ISLAK GİYSİLER MUTLAKA ÇIKARILMALIDIR
tecrübe. Dr. Kaya, hipotermisi olan bir bireye uygulanabilecek ilk yardım kuralları hakkında şunları söyledi:
“Hipotermi olan bireye yardım edilirken, hasta öncelikle soğuk ortamdan uzaklaştırılmalı, ıslak kıyafetleri çıkarılmalı ve üzeri kuru kıyafet veya battaniye ile örtülmelidir. Vücut ısı kayıplarının çoğu radyasyon yoluyla olduğu için ayrıca alüminyum folyo ve alüminyum battaniyelerle sarılmalıdır. Isı kayıplarının yüzde 50’den fazlası baş boyun bölgesinden olduğu için bu bölgelerin sarılması ve örtülmesi ihmal edilmemelidir. Oksijen maske ile uygulanmalı, alkol içermeyen ılık içecekler verilmelidir. Hipotermiye sıklıkla sıvı kaybı ve düşük kan basıncı eşlik ettiğinden, damar yolundan hemen ısıtılmış serum (izotonik) başlanmalıdır. Bununla birlikte, hipotermi sırasında aritmi üretme potansiyellerinin artması nedeniyle vazokonstriktörlerin kullanımından kaçınılmalıdır.
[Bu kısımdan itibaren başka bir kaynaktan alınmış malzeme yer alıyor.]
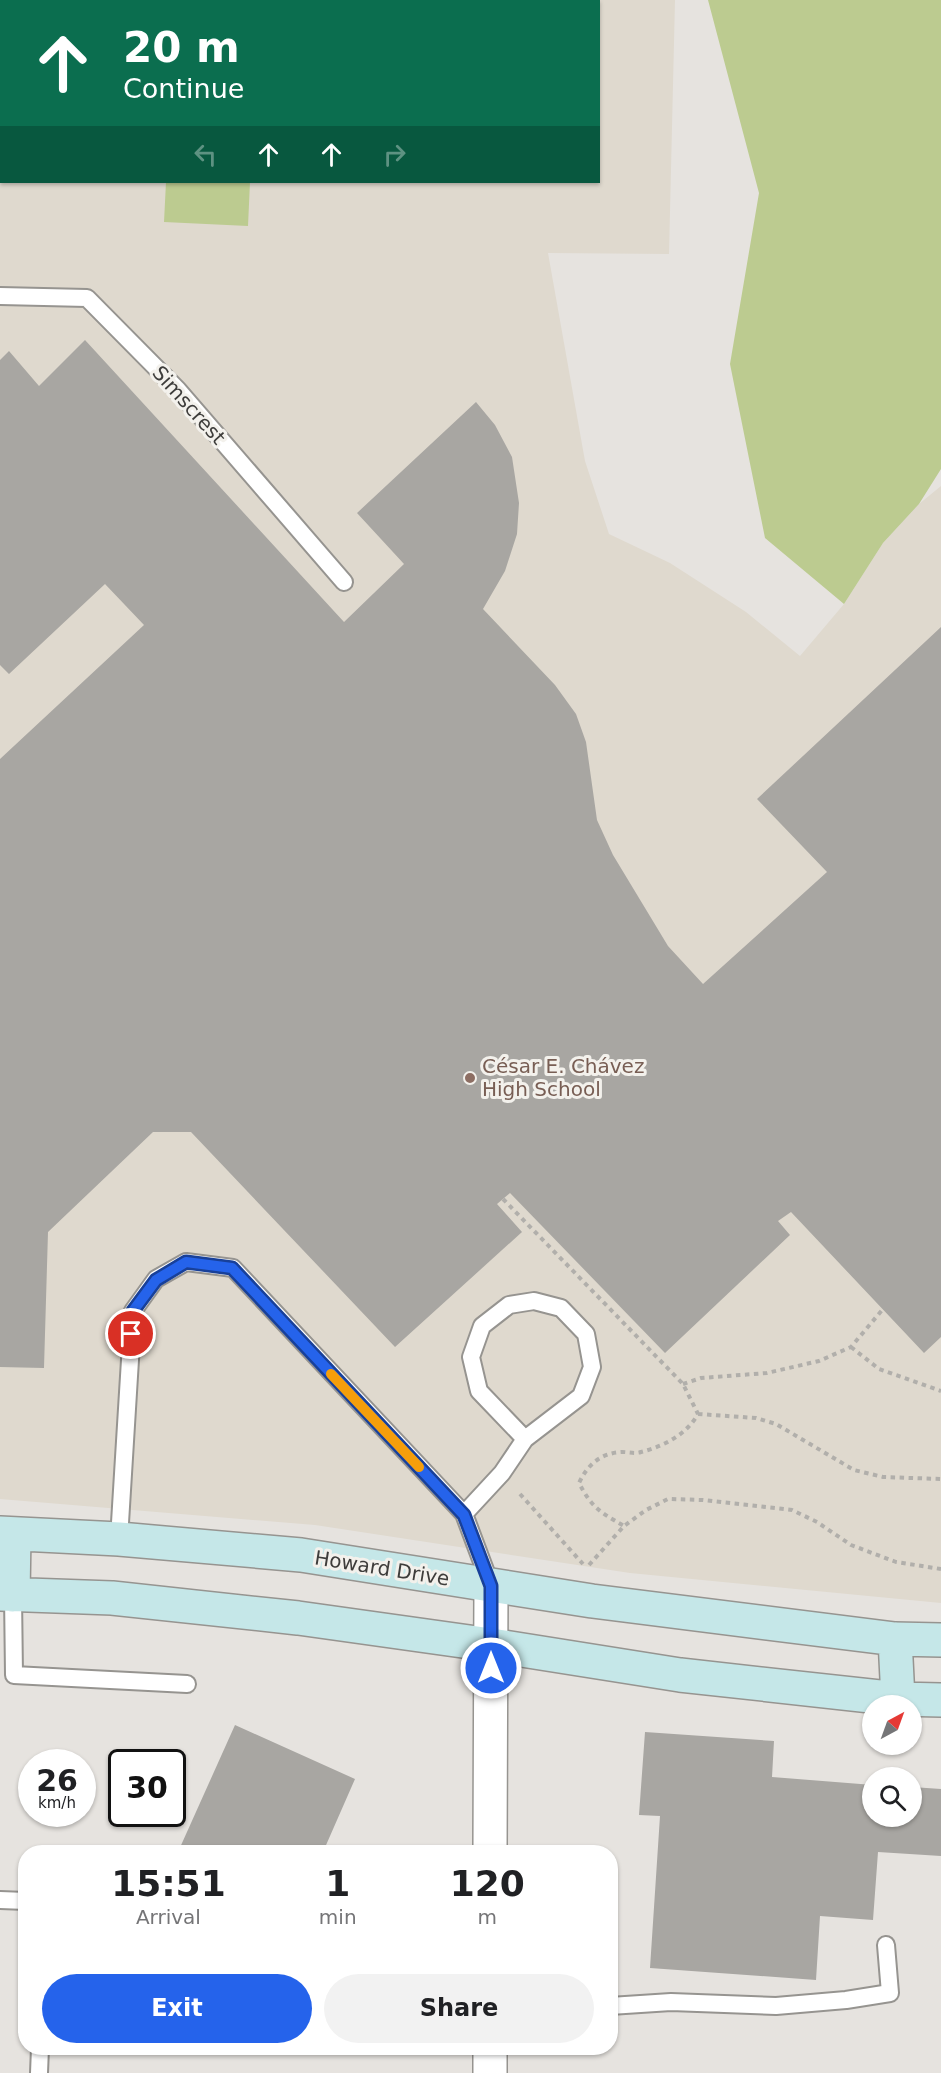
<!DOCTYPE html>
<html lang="en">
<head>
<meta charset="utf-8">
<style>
	body { margin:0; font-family:"DejaVu Sans",sans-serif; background:#f2f2f2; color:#202124; height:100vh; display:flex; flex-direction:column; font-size:22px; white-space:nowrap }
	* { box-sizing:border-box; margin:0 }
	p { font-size:20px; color:#757577 }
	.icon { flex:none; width:33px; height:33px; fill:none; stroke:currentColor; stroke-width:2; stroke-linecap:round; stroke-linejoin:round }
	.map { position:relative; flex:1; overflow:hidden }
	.sheet { position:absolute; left:18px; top:1845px; width:600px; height:210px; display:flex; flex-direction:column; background:#fff; border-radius:24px; box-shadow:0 2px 4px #0004 }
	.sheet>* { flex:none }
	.top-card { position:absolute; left:0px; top:0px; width:600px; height:183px; box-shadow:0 2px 4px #0004; background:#0b6e4f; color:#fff; overflow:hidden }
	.needle { width:39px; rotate:41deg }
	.fabs { position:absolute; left:862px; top:1695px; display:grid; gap:12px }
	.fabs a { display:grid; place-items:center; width:60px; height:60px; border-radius:50%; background:#fff; box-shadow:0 2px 4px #0004; font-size:30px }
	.speed { position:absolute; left:18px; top:1749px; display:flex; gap:12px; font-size:30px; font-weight:700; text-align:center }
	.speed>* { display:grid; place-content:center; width:78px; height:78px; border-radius:50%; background:#fff; box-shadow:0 2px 4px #0004; line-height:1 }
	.speed small { font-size:15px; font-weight:400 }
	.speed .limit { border:3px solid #111; border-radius:9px; background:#fff; color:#111 }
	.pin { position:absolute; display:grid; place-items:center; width:51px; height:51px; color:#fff; margin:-26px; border:3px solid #fff; border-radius:50%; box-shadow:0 2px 6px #0007 }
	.me { position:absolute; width:66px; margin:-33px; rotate:0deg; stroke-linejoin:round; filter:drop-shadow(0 0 4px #0008) }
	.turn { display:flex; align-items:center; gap:21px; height:126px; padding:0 24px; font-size:27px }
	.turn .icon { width:78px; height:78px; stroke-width:2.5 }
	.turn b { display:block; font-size:42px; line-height:51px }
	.lanes { display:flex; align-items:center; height:57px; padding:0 24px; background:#0003; justify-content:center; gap:30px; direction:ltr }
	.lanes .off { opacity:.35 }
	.eta { display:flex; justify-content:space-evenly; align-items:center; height:102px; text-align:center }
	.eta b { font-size:36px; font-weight:700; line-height:42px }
	.button { display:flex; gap:12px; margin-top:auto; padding:12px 24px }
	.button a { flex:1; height:69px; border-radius:36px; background:#2563eb; color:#fff; font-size:24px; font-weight:700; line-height:69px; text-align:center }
	.button a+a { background:#f2f2f2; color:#202124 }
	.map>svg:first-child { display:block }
	.built { fill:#dfd9ce; fill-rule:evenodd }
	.green { fill:#bccb90 }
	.building { fill:#a8a6a2 }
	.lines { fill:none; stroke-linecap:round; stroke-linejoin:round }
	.lane-casing { stroke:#969490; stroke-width:20 }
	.street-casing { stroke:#969490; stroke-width:36 }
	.secondary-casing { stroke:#969490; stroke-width:36 }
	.path { stroke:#b1afab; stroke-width:4; stroke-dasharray:4.5 4.5; stroke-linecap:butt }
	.lane { stroke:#fff; stroke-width:16 }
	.street { stroke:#fff; stroke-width:33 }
	.secondary { stroke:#c5e7e8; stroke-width:33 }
	.route-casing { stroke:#184099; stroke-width:15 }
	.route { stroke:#2563eb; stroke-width:10 }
	.slow { stroke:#f59e0b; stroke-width:10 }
	.education-dot { fill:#8d6e63; stroke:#f3f1ec; stroke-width:2 }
	.labels { text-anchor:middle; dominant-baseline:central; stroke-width:6; stroke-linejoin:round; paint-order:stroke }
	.street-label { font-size:20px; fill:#3e3d3b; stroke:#f3f1ec }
	.education-label { font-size:20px; fill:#785e54; stroke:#f3f1ec; text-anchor:start }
</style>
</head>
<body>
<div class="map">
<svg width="941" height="2073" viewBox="0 0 941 2073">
	<rect width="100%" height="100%" fill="#e6e3df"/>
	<path class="built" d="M0 0H675L669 254 548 253 585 461 609 534 670 563 746 612 800 656 844 604 883 543 919 504 941 486V1603L630 1573 315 1525 0 1499ZM2 2H598V182H2Z"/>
	<path class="green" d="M708 0H941V469L919 504 883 543 844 604 765 538 730 364 759 193Z
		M166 182H250L248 226 164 222Z"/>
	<path class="building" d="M85 340 344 622 404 564 357 513 476 402 495 425 512 457 519 503 517 534 505 571 483 609 555 685 576 714 586 742 597 820 613 855 668 946 703 984 827 872 757 799 941 627V1337L924 1353 791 1212 778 1221 790 1235 665 1353 510 1193 497 1204 522 1232 395 1347 191 1132H153L48 1232 44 1368 0 1367V759L144 625 105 584 9 674 0 665V360L9 351 39 386Z
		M235 1725 355 1779 323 1852H178Z
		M645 1732 774 1741 772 1777 873 1785V1816H912V1787L941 1789V1856L878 1852 873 1920 820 1916 816 1980 650 1968 660 1816 639 1815Z"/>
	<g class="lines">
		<g class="lane-casing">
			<path id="lane" d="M0 296 87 298 178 390 344 582
				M464 1514 502 1473 525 1439 581 1396 592 1367 586 1334 561 1308 534 1301 509 1305 482 1326 471 1357 479 1391 525 1439
				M119 1539 133 1311 156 1279 186 1262 233 1268 464 1514 491 1586
				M13 1595 14 1675 187 1684
				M0 1900 26 1901
				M610 2006 671 2002 776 2006 846 2000 890 1993 886 1945
				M39 2073 40 2048"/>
		</g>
		<g class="street-casing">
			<path id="street" d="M490 1852 491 1586
				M490 2073V2048"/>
		</g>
		<g class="secondary-casing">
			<path id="secondary" d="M0 1533 119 1539 301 1555 592 1601 895 1639 941 1640
				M0 1594 112 1598 298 1618 491 1645 680 1675 898 1699 941 1700
				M13 1595 14 1534
				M895 1639 898 1699"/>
		</g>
		<path class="path" d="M503 1199 683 1384 698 1414C686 1435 664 1446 641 1452 635 1454 629 1452 622 1452 601 1453 588 1464 579 1483 592 1508 600 1512 624 1526
			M851 1347 879 1369 941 1391
			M683 1384 701 1378 767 1373 819 1361 851 1347 883 1309
			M698 1414 756 1418 776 1424 854 1470 883 1477 941 1479
			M520 1494 583 1564
			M589 1565 624 1526 646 1510 668 1499 703 1500 792 1510 817 1522 851 1545 896 1562 941 1569"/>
		<use href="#lane" class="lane"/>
		<use href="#street" class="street"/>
		<use href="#secondary" class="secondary"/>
	</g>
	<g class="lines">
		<g class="route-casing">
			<path id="route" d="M131 1334 133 1311 156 1280 186 1262 232 1268 464 1515 491 1586V1668"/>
		</g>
		<use href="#route" class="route"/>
		<path class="slow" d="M331 1374 419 1467"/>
	</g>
	<circle class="education-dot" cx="470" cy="1078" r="6"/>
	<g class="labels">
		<g class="street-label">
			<text transform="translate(189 405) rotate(48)">Simscrest</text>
			<text transform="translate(382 1568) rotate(9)">Howard Drive</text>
		</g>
		<g class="education-label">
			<text x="482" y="1066">César E. Chávez<tspan x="482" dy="23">High School</tspan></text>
		</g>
	</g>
</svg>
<div class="fabs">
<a><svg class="needle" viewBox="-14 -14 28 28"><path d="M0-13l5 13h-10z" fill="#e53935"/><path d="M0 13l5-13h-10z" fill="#757577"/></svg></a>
<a><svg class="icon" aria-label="search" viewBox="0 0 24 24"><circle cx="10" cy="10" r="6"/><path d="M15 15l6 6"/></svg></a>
</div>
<div class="speed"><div>26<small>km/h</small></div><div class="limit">30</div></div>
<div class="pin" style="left:131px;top:1334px;background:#d93025"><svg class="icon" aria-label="arrive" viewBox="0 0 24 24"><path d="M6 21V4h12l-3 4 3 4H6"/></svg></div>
<svg class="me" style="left:491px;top:1668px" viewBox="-20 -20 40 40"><circle r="17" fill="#2563eb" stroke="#fff" stroke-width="3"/><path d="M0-11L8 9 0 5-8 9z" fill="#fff"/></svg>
<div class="top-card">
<div class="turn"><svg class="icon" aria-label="ahead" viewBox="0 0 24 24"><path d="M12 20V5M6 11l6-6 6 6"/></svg><div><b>20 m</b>Continue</div></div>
<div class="lanes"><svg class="icon off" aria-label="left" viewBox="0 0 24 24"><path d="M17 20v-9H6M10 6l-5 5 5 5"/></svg><svg class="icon" aria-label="ahead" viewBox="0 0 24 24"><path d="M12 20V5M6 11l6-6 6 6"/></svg><svg class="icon" aria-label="ahead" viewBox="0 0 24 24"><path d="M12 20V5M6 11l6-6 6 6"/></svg><svg class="icon off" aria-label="right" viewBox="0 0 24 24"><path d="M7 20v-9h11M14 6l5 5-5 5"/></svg></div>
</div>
<section class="sheet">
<div class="eta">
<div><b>15:51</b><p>Arrival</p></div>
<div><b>1</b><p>min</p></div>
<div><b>120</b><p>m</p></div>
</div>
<div class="button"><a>Exit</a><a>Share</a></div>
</section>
</div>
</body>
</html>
İLAÇ KULLANIMINDAN KAÇINILMALIDIR
Hipotermik hastalarda sıklıkla hiperglisemi (kan şekerinde yükselme) görülmesine rağmen insülin kullanımından da kaçınılması gerektiğini vurgulayan Prof. Nuh Kaya, “Hipotermi insülin direncine neden olur. Bu ortamda insülin kullanıldığında kan şekerinde belirgin bir düşüş olmazken, biriken insülin vücut ısısının yükselmesi ile belirgin hipoglisemiye (kişinin kan şekeri seviyesinin normal değerlerin altına düşmesi) neden olabilir. Problem verilecek tüm ilaçlar için geçerli olduğu gibi hipotermik dönemde mümkün olduğunca ilaç kullanımından kaçınılmalı, verilmesi gereken ilaçlar mümkün olan en düşük dozda verilmelidir.